-- INSTRUCTIONS TO FOLLOW --
Pull each line containing "roads" from the data.

----- GIVEN ENTRIES -----

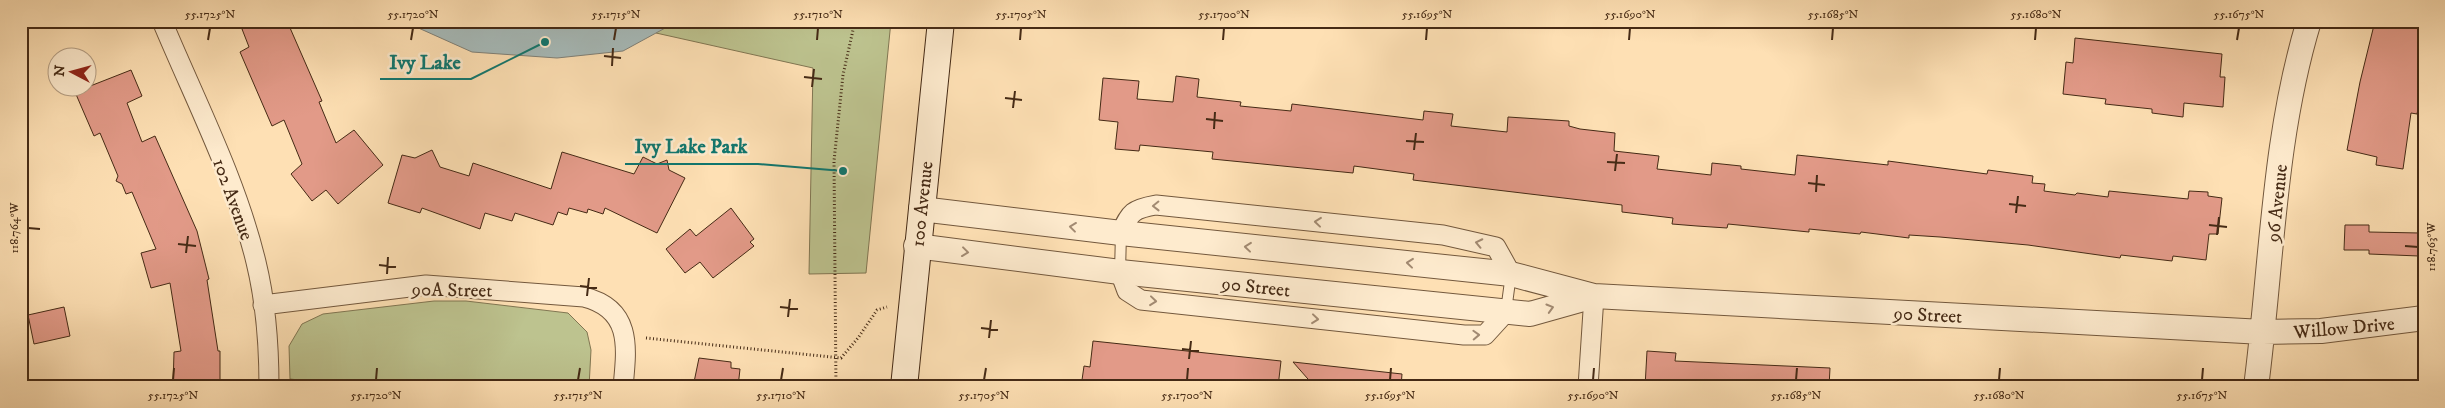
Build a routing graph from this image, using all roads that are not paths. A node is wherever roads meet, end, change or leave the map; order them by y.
1 (162, 21) edge
2 (941, 21) edge
3 (2308, 21) edge
4 (921, 209) junction
5 (1122, 233) junction
6 (916, 246) junction
7 (1120, 272) junction
8 (1511, 274) junction
9 (1594, 296) junction
10 (263, 305) junction
11 (1506, 312) junction
12 (2424, 318) edge
13 (2263, 332) junction
14 (269, 387) edge
15 (623, 387) edge
16 (904, 387) edge
17 (1588, 387) edge
18 (2256, 387) edge

1 - 10 street, 102 Avenue
2 - 4 main road, 100 Avenue
3 - 13 street, 96 Avenue
5 -> 4 street, 90 Street
4 - 6 main road, 100 Avenue
5 - 7 lane
8 -> 5 street, 90 Street
8 -> 5 street
6 -> 7 street, 90 Street
6 - 16 main road, 100 Avenue
7 -> 11 street, 90 Street
8 - 9 street, 90 Street
8 - 11 lane
11 -> 9 street, 90 Street
9 - 13 street, 90 Street
9 - 17 street
10 - 14 street, 102 Avenue
10 - 15 street, 90A Street
12 - 13 street, Willow Drive
13 - 18 street, 96 Avenue

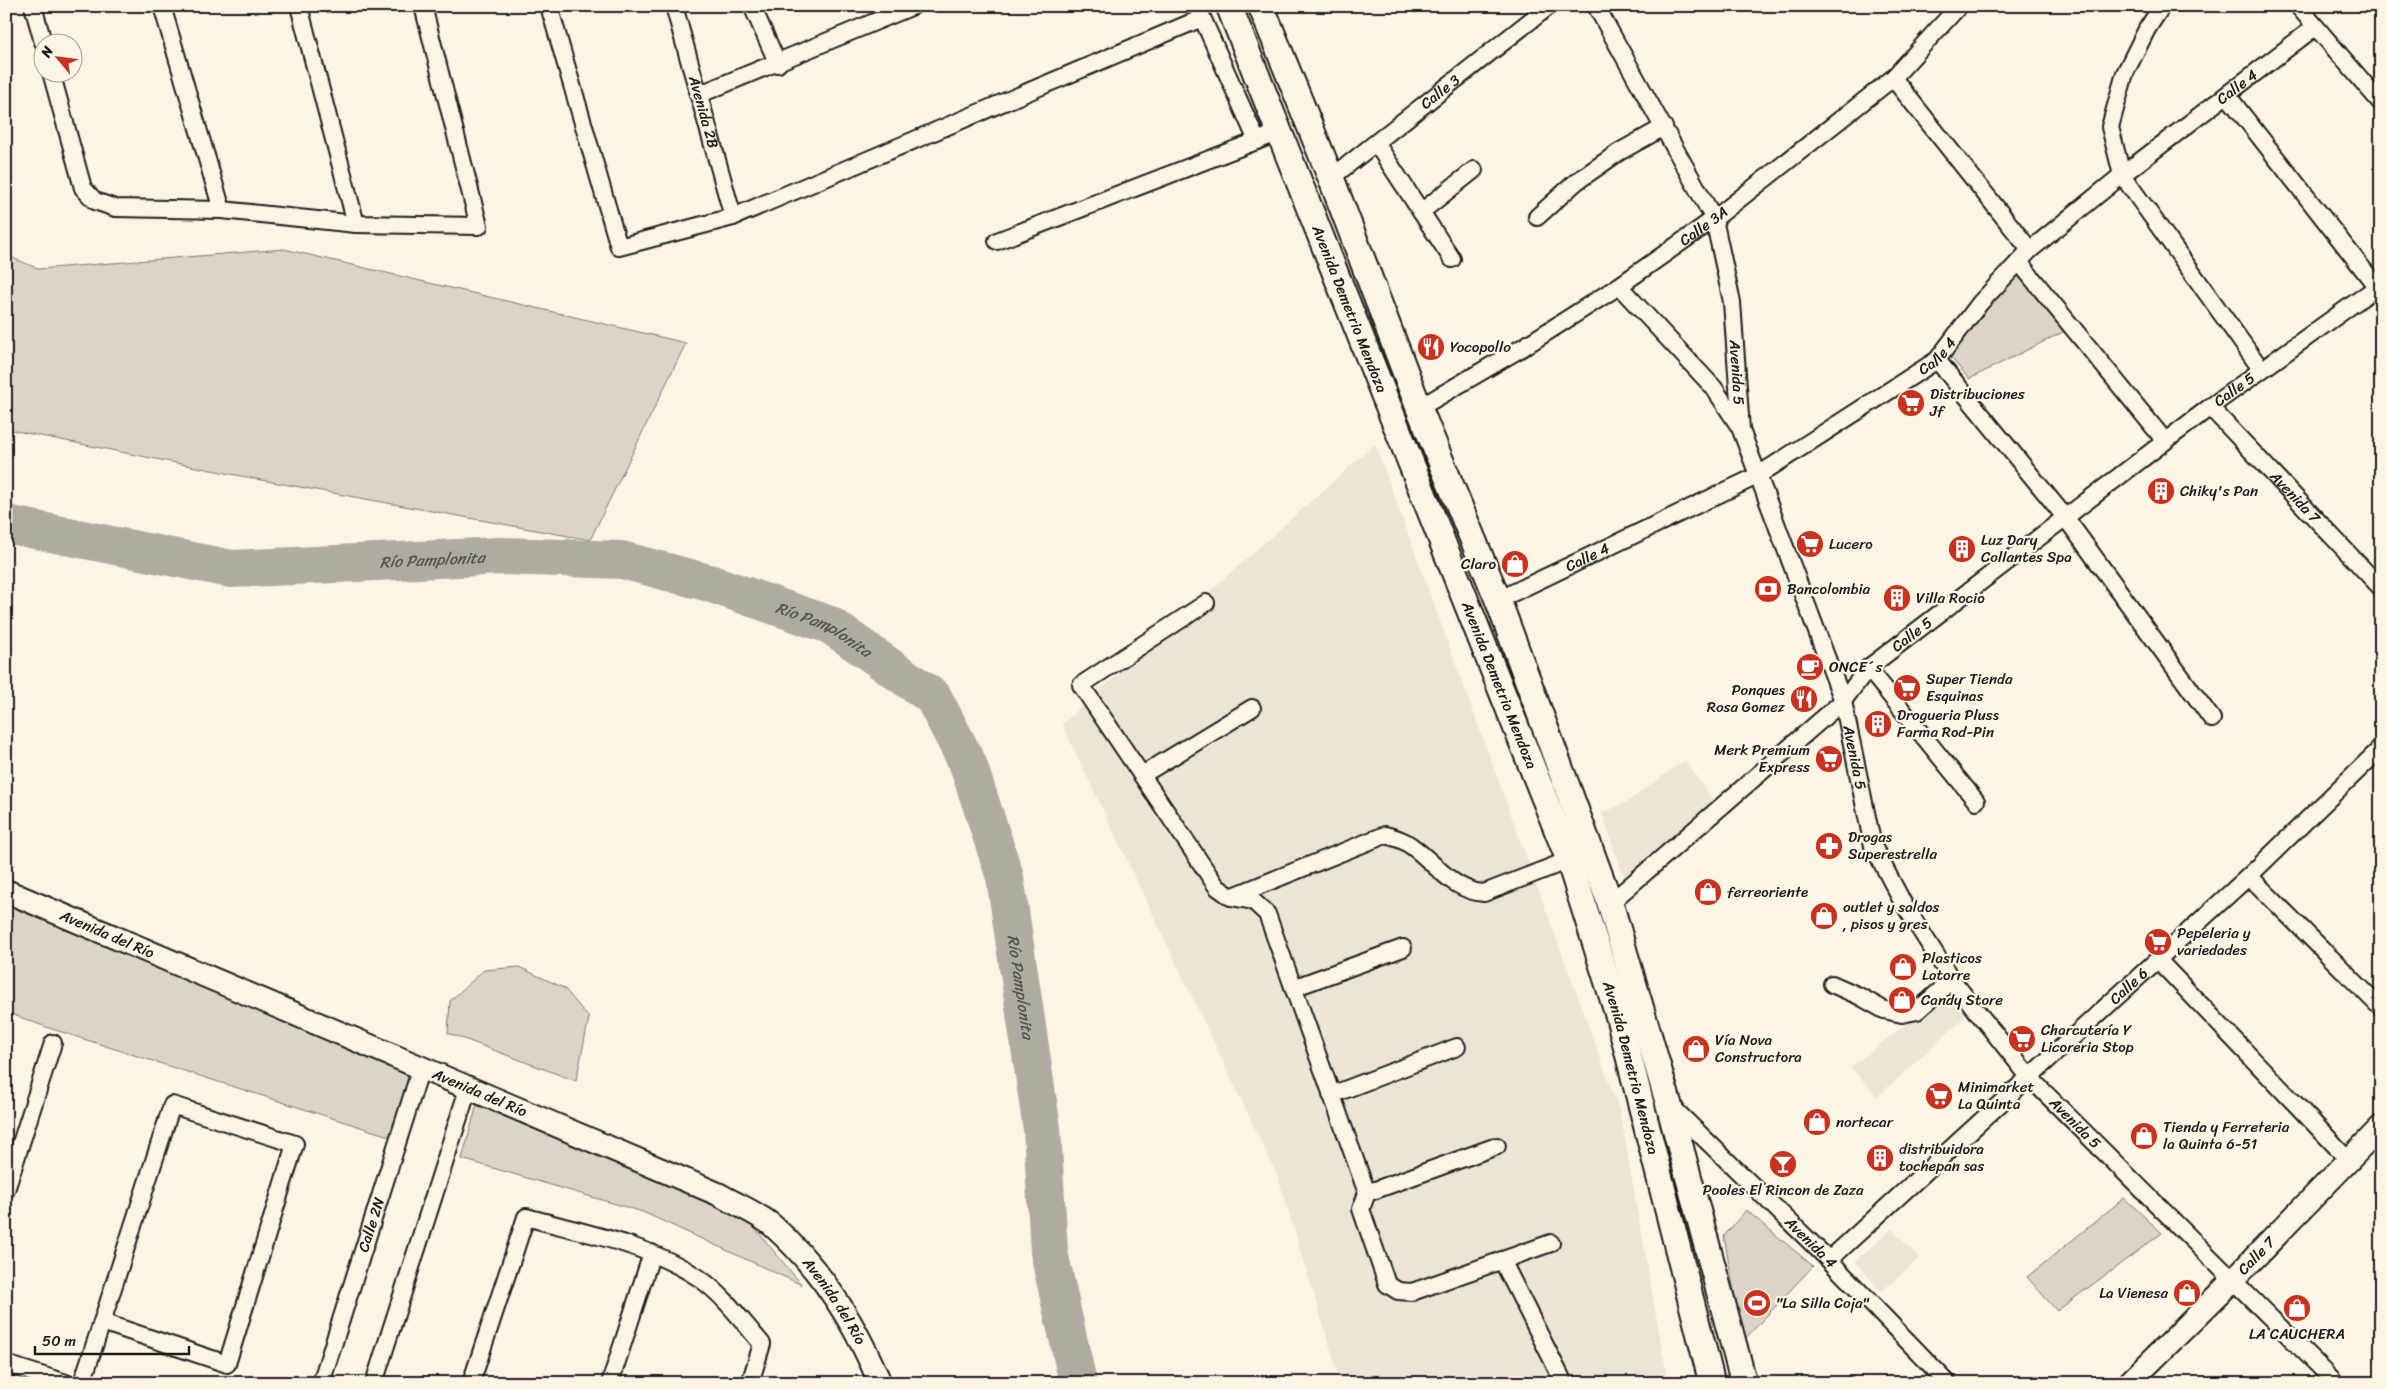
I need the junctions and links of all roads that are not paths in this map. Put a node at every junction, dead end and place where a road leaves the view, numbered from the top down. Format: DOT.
graph roads {
  1 [pos="33,6"];
  2 [pos="162,6"];
  3 [pos="299,6"];
  4 [pos="423,6"];
  5 [pos="549,6"];
  6 [pos="674,6"];
  7 [pos="752,6"];
  8 [pos="913,6"];
  9 [pos="1229,6"];
  10 [pos="1261,6"];
  11 [pos="1549,6"];
  12 [pos="1596,6"];
  13 [pos="1958,6"];
  14 [pos="2162,6"];
  15 [pos="2298,6"];
  16 [pos="1200,12"];
  17 [pos="2314,27"];
  18 [pos="40,32"];
  19 [pos="778,64"];
  20 [pos="1893,78"];
  21 [pos="54,82"];
  22 [pos="698,95"];
  23 [pos="2227,95"];
  24 [pos="2381,103"];
  25 [pos="1664,127"];
  26 [pos="1280,132"];
  27 [pos="1257,141"];
  28 [pos="1376,143"];
  29 [pos="1474,170"];
  30 [pos="2122,175"];
  31 [pos="1331,178"];
  32 [pos="222,210"];
  33 [pos="1421,212"];
  34 [pos="733,217"];
  35 [pos="1537,217"];
  36 [pos="1714,219"];
  37 [pos="356,224"];
  38 [pos="997,241"];
  39 [pos="2024,256"];
  40 [pos="1452,260"];
  41 [pos="2379,285"];
  42 [pos="1620,286"];
  43 [pos="1938,360"];
  44 [pos="2261,369"];
  45 [pos="2210,407"];
  46 [pos="1419,408"];
  47 [pos="1741,430"];
  48 [pos="2165,441"];
  49 [pos="1757,476"];
  50 [pos="2064,517"];
  51 [pos="2381,588"];
  52 [pos="1498,600"];
  53 [pos="1206,603"];
  54 [pos="1868,668"];
  55 [pos="1843,701"];
  56 [pos="1252,708"];
  57 [pos="2212,719"];
  58 [pos="2381,748"];
  59 [pos="1142,775"];
  60 [pos="1976,801"];
  61 [pos="1569,860"];
  62 [pos="2249,876"];
  63 [pos="6,890"];
  64 [pos="1231,897"];
  65 [pos="1610,903"];
  66 [pos="1403,948"];
  67 [pos="2158,960"];
  68 [pos="1952,980"];
  69 [pos="1832,984"];
  70 [pos="1293,988"];
  71 [pos="2381,1008"];
  72 [pos="53,1043"];
  73 [pos="1457,1047"];
  74 [pos="422,1068"];
  75 [pos="2030,1078"];
  76 [pos="468,1089"];
  77 [pos="1331,1095"];
  78 [pos="1669,1105"];
  79 [pos="2381,1127"];
  80 [pos="1497,1146"];
  81 [pos="2349,1160"];
  82 [pos="6,1190"];
  83 [pos="1367,1193"];
  84 [pos="1551,1243"];
  85 [pos="652,1253"];
  86 [pos="1502,1260"];
  87 [pos="1829,1260"];
  88 [pos="2233,1280"];
  89 [pos="102,1322"];
  90 [pos="6,1364"];
  91 [pos="66,1383"];
  92 [pos="82,1383"];
  93 [pos="321,1383"];
  94 [pos="374,1383"];
  95 [pos="472,1383"];
  96 [pos="610,1383"];
  97 [pos="750,1383"];
  98 [pos="880,1383"];
  99 [pos="1564,1383"];
  100 [pos="1712,1383"];
  101 [pos="1744,1383"];
  102 [pos="1948,1383"];
  103 [pos="2129,1383"];
  104 [pos="2336,1383"];
  1 -- 18 [label="street"];
  2 -- 32 [label="street"];
  3 -- 37 [label="street"];
  4 -- 37 [label="street"];
  5 -- 34 [label="street"];
  6 -- 22 [label="street, Avenida 2B"];
  7 -- 19 [label="street"];
  8 -- 19 [label="street"];
  9 -- 26 [label="main road, Avenida Demetrio Mendoza"];
  10 -- 31 [label="main road, Avenida Demetrio Mendoza"];
  11 -- 28 [label="street, Calle 3"];
  12 -- 25 [label="street, Avenida 5"];
  13 -- 20 [label="street, Calle 3A"];
  14 -- 30 [label="street"];
  15 -- 17 [label="street"];
  16 -- 27 [label="street"];
  16 -- 34 [label="street"];
  17 -- 23 [label="street, Calle 4"];
  17 -- 24 [label="street"];
  19 -- 22 [label="street"];
  20 -- 36 [label="street, Calle 3A"];
  20 -- 39 [label="street"];
  21 -- 32 [label="street"];
  22 -- 34 [label="street, Avenida 2B"];
  23 -- 30 [label="street, Calle 4"];
  23 -- 41 [label="street"];
  25 -- 35 [label="street"];
  25 -- 36 [label="street, Avenida 5"];
  26 -- 27 [label="street"];
  26 -- 61 [label="main road, Avenida Demetrio Mendoza"];
  27 -- 38 [label="street"];
  28 -- 31 [label="street, Calle 3"];
  28 -- 33 [label="street"];
  29 -- 33 [label="street"];
  30 -- 39 [label="street, Calle 4"];
  30 -- 44 [label="street"];
  31 -- 46 [label="main road, Avenida Demetrio Mendoza"];
  32 -- 37 [label="street"];
  33 -- 40 [label="street"];
  36 -- 42 [label="street, Calle 3A"];
  36 -- 47 [label="street, Avenida 5"];
  39 -- 43 [label="street, Calle 4"];
  39 -- 48 [label="street"];
  41 -- 44 [label="street, Calle 5"];
  42 -- 46 [label="street, Calle 3A"];
  42 -- 47 [label="street"];
  43 -- 49 [label="street, Calle 4"];
  43 -- 50 [label="street"];
  44 -- 45 [label="street, Calle 5"];
  45 -- 48 [label="street, Calle 5"];
  45 -- 51 [label="street, Avenida 7"];
  46 -- 52 [label="main road, Avenida Demetrio Mendoza"];
  47 -- 49 [label="street, Avenida 5"];
  48 -- 50 [label="street, Calle 5"];
  49 -- 52 [label="street, Calle 4"];
  49 -- 55 [label="street, Avenida 5"];
  50 -- 54 [label="street, Calle 5"];
  50 -- 57 [label="street"];
  52 -- 65 [label="main road, Avenida Demetrio Mendoza"];
  53 -- 59 [label="street"];
  54 -- 55 [label="street, Calle 5"];
  54 -- 60 [label="street"];
  55 -- 65 [label="street, Calle 5"];
  55 -- 68 [label="street, Avenida 5"];
  56 -- 59 [label="street"];
  58 -- 62 [label="street, Calle 6"];
  59 -- 64 [label="street"];
  61 -- 64 [label="street"];
  61 -- 100 [label="main road, Avenida Demetrio Mendoza"];
  62 -- 67 [label="street, Calle 6"];
  62 -- 71 [label="street"];
  63 -- 74 [label="main road, Avenida del Río"];
  64 -- 70 [label="street"];
  65 -- 78 [label="main road, Avenida Demetrio Mendoza"];
  66 -- 70 [label="street"];
  67 -- 75 [label="street, Calle 6"];
  67 -- 81 [label="street"];
  68 -- 69 [label="street"];
  68 -- 75 [label="street, Avenida 5"];
  70 -- 77 [label="street"];
  72 -- 82 [label="street"];
  73 -- 77 [label="street"];
  74 -- 76 [label="main road, Avenida del Río"];
  74 -- 93 [label="street, Calle 2N"];
  75 -- 87 [label="street, Calle 6"];
  75 -- 88 [label="street, Avenida 5"];
  76 -- 94 [label="street"];
  76 -- 98 [label="main road, Avenida del Río"];
  77 -- 83 [label="street"];
  78 -- 87 [label="street, Avenida 4"];
  78 -- 101 [label="main road, Avenida Demetrio Mendoza"];
  79 -- 81 [label="main road, Calle 7"];
  80 -- 83 [label="street"];
  81 -- 88 [label="main road, Calle 7"];
  83 -- 86 [label="street"];
  84 -- 86 [label="street"];
  85 -- 95 [label="street"];
  85 -- 96 [label="street"];
  85 -- 97 [label="street"];
  86 -- 99 [label="street"];
  87 -- 102 [label="street, Avenida 4"];
  88 -- 103 [label="main road, Calle 7"];
  88 -- 104 [label="street, Avenida 5"];
  89 -- 89 [label="street"];
  89 -- 92 [label="street"];
  90 -- 91 [label="street"];
}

-----

-- SOLVED PROBLEM --
Build a routing graph from this image, using all roads that are not paths. A node is wherever roads meet, end, change or leave the map; order them by y.
I need the junctions and links of all roads that are not paths in this map. Put a node at every junction, dead end and place where a road leaves the view, numbered from the top down. Format: DOT.
graph roads {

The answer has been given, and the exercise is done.